Inserm

Dispositif de soutien à la recherche pour l'année universitaire 2020-2021

31 mars 2020
23 octobre 2020

Le Comité pour l’histoire de l’Inserm propose une aide financière aux étudiants de master qui souhaitent s’engager dans une recherche concernant directement l’histoire de l’institution ou plus largement l’histoire de la recherche biomédicale et des questions de santé. Le montant annuel des aides pourra atteindre 3 000 euros en fonction des spécificités de chaque projet (accès aux sources, mobilité...).

Les candidats, historiens ou étudiants relevant d'une autre discipline mais intégrant une approche historienne, peuvent élaborer avec l'aide d'un directeur de recherche leur propre sujet. Des thématiques sont également proposées par le Comité. Le Comité examinera également des candidatures de doctorants demandant une aide spécifique et limitée – il ne s’agit pas de l’attribution de contrats doctoraux.

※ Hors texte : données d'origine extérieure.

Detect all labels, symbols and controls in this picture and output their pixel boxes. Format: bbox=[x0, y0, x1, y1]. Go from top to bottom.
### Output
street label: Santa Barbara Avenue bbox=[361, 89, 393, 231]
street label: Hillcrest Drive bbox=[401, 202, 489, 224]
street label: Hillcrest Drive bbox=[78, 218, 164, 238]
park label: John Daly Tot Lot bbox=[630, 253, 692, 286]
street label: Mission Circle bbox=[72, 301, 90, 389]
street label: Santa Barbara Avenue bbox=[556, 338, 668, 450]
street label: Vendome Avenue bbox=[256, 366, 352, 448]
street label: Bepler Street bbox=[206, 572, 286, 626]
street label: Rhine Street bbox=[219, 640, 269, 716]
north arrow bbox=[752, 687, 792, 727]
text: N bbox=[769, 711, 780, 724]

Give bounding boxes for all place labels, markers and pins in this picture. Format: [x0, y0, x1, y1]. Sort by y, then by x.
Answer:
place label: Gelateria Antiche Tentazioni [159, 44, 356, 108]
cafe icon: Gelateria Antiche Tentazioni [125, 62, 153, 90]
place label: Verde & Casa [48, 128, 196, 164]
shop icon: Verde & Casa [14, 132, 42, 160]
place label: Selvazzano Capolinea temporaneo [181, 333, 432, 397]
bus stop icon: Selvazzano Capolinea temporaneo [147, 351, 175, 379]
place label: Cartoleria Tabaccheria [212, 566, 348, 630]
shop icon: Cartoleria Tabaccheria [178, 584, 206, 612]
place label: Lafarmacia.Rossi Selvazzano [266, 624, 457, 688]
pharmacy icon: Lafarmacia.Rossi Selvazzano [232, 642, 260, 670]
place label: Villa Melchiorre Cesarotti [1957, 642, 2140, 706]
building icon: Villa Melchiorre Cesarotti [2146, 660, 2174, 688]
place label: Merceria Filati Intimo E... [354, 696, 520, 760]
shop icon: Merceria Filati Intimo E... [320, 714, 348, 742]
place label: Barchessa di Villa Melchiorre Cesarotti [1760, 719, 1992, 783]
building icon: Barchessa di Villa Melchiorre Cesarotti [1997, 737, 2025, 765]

Un livret de présentation est disponible, avec des exemples de sujets et de thèmes pour lesquels il existe des fonds identifiés dans les archives de l’Institut national d'hygiène ou de l’Inserm. Les approches et les thématiques possibles sont nombreuses (institutionnelle, biographique ou monographique, ou sujets privilégiant une entrée par l’histoire de la médecine, des sciences ou des techniques, de l'innovation, par l’histoire sociale et économique, etc.)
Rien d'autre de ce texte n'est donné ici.